━━━━━ AVAILABLE DATA ━━━━━

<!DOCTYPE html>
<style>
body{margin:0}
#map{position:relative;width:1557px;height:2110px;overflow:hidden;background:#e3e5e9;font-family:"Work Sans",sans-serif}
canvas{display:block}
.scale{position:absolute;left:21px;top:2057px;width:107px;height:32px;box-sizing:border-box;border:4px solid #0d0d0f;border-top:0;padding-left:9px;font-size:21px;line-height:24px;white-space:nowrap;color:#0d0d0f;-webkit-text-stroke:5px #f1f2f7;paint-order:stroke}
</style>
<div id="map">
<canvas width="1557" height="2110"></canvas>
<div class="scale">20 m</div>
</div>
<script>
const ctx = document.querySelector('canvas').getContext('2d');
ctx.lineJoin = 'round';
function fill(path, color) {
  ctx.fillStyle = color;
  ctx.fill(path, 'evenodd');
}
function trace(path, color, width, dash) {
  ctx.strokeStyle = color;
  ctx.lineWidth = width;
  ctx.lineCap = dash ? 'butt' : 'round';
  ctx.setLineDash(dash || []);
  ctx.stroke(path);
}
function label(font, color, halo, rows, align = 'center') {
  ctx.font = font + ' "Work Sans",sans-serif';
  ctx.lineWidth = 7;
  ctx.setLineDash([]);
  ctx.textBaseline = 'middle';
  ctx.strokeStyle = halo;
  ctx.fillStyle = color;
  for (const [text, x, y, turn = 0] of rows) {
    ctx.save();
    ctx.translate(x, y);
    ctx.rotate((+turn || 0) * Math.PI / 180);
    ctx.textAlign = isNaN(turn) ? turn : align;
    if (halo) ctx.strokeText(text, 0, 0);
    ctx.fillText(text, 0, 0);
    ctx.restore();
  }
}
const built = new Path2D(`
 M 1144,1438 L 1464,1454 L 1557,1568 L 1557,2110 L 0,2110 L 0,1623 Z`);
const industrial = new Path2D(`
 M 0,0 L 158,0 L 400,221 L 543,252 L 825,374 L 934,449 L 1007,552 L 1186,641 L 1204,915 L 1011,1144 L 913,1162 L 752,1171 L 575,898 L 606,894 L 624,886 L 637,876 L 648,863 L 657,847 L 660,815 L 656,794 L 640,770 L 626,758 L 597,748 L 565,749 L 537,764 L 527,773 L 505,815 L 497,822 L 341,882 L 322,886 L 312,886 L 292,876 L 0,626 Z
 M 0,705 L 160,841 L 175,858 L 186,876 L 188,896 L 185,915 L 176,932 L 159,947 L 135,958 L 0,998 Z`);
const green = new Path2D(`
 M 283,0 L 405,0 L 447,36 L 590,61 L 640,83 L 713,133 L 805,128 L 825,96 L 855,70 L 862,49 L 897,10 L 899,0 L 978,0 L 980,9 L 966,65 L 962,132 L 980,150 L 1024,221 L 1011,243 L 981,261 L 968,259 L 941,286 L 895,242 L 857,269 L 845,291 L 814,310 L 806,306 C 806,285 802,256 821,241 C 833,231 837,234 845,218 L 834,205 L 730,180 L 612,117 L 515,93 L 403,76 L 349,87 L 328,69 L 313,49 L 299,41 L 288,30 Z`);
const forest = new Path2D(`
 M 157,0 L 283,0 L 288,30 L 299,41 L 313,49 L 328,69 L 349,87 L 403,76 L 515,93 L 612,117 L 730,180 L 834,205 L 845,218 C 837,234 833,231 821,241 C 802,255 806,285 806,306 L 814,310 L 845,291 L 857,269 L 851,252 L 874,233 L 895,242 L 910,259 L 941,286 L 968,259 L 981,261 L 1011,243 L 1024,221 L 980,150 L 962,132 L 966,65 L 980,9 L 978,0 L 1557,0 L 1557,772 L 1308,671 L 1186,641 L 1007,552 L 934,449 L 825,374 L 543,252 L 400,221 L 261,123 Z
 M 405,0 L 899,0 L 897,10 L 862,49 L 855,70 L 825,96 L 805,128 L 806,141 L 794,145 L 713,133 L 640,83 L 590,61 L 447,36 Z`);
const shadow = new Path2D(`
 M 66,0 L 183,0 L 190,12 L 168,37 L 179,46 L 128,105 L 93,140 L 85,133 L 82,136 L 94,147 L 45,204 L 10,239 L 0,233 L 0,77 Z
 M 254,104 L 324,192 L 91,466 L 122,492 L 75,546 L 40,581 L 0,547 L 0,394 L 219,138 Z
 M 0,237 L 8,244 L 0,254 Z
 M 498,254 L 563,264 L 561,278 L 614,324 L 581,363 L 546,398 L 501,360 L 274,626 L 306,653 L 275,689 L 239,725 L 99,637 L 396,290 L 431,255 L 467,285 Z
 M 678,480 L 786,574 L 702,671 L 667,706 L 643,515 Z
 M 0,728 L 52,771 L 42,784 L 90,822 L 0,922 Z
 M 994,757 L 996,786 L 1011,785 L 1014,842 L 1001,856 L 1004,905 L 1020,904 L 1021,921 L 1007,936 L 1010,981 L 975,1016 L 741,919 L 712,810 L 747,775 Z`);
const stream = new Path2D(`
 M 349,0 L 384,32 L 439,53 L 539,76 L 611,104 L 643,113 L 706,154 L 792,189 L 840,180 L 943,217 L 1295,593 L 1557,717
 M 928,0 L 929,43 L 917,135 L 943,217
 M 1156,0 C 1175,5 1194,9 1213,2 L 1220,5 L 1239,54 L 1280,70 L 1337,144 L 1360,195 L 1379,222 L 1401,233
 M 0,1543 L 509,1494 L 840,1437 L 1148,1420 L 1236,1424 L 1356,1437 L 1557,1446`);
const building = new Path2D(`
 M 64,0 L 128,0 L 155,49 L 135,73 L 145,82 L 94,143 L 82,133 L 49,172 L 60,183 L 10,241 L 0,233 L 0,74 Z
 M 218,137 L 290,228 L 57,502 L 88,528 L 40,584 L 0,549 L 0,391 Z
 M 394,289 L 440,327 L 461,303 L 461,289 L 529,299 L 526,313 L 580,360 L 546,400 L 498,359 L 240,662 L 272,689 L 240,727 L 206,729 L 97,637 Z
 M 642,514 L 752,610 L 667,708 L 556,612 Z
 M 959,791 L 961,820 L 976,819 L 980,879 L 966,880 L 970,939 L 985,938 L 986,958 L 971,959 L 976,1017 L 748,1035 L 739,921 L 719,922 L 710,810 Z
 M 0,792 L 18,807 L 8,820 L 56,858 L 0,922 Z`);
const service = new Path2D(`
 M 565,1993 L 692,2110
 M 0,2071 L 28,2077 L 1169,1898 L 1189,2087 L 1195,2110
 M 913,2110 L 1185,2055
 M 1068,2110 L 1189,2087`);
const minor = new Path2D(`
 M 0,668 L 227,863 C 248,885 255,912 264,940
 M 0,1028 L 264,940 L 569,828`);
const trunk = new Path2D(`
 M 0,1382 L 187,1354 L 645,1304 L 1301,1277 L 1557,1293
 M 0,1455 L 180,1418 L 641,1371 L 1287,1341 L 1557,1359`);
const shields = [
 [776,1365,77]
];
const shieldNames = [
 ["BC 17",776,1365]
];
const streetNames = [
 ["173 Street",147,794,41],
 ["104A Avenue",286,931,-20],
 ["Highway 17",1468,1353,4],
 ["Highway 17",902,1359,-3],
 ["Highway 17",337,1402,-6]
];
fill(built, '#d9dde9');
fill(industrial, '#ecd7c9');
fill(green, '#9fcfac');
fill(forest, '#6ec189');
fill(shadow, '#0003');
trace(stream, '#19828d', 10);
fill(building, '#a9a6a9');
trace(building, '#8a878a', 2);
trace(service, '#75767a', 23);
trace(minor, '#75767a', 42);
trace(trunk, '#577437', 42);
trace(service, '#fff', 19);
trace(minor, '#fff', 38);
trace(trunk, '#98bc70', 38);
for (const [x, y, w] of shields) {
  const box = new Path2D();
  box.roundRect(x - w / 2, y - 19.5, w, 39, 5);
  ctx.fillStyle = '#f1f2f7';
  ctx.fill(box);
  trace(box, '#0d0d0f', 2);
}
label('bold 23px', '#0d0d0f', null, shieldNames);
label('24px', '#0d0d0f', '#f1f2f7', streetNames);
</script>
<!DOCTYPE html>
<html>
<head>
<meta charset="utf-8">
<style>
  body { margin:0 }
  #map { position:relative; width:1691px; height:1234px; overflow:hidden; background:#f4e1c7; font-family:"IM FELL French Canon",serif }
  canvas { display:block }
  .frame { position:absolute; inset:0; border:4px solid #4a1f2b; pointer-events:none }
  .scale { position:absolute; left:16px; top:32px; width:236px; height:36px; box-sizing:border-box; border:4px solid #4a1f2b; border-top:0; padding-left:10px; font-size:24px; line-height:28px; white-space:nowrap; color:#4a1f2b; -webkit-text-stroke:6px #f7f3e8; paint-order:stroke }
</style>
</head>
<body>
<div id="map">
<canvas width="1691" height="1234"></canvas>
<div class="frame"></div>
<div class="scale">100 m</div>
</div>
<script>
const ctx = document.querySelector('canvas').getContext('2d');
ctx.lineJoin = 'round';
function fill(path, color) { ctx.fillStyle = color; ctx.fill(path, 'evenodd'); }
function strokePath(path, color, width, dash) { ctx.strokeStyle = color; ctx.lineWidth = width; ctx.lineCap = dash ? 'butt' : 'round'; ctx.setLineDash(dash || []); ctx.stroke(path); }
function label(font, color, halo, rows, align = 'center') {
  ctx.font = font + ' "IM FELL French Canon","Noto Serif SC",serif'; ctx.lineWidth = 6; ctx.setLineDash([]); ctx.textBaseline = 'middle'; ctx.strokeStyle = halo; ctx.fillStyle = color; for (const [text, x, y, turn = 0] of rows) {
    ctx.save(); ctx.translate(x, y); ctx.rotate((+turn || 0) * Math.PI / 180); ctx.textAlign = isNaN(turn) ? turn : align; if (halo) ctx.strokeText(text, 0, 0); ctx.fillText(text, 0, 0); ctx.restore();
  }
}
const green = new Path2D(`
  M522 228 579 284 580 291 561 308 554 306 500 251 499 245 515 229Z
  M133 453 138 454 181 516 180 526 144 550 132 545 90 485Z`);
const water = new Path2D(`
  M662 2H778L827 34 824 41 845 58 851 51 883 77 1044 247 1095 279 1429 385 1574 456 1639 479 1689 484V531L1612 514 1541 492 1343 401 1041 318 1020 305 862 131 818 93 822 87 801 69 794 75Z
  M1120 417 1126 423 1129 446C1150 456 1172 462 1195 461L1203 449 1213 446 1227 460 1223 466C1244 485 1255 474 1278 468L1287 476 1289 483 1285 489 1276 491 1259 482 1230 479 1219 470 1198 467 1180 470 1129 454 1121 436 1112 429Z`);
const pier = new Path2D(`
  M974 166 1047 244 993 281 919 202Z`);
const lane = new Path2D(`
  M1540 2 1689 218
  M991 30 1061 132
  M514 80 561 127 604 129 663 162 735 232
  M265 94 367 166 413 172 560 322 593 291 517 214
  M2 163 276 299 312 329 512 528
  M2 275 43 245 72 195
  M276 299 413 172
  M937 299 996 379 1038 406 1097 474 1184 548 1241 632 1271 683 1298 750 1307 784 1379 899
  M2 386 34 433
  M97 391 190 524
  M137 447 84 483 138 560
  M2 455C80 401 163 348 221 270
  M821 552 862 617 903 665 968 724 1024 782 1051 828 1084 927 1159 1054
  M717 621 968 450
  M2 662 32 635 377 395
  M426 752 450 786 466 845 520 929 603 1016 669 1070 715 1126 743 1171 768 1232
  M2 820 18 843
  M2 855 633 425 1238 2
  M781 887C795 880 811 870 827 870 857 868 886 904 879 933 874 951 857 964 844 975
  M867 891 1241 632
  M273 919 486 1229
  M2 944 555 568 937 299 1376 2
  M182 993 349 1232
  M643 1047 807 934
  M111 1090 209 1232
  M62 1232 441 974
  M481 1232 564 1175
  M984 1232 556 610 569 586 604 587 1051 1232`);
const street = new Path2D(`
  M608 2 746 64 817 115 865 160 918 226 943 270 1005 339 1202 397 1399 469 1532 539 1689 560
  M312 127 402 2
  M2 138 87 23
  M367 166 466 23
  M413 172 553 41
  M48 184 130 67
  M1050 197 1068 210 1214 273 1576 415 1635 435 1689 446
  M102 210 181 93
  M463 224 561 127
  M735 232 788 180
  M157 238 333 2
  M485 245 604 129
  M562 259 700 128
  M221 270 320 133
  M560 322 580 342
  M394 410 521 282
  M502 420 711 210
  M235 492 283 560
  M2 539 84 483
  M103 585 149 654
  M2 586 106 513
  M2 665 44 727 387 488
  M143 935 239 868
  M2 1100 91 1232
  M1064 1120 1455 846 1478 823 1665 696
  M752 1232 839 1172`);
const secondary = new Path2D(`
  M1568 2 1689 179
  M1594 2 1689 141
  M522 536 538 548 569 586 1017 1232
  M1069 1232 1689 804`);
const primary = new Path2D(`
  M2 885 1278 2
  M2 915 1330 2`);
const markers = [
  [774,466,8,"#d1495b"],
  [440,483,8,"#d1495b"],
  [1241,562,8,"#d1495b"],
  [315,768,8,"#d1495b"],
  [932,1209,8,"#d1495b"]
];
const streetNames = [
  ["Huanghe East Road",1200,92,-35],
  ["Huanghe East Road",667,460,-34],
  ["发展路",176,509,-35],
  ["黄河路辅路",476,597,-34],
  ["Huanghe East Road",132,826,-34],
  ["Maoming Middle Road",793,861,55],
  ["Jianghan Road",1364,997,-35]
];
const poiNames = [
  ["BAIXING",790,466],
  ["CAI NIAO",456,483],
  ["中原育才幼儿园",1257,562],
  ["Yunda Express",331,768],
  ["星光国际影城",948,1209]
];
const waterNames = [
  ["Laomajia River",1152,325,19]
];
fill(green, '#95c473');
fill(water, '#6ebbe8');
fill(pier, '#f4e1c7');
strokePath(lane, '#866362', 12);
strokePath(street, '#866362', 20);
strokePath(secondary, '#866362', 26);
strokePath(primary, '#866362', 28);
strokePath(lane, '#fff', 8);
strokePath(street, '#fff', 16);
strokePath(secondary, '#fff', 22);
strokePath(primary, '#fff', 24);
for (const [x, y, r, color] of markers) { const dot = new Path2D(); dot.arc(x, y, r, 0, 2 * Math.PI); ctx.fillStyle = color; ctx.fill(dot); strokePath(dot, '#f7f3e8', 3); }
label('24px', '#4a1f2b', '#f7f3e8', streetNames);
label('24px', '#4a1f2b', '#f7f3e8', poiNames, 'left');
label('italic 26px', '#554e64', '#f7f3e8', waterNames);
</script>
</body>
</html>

━━━━━

:: EXERCISE DETAILS ::
Looking at the listing above, which lines hold "strokeText"? Copy every such line.

:: TASK ANSWER ::
    if (halo) ctx.strokeText(text, 0, 0);
    ctx.save(); ctx.translate(x, y); ctx.rotate((+turn || 0) * Math.PI / 180); ctx.textAlign = isNaN(turn) ? turn : align; if (halo) ctx.strokeText(text, 0, 0); ctx.fillText(text, 0, 0); ctx.restore();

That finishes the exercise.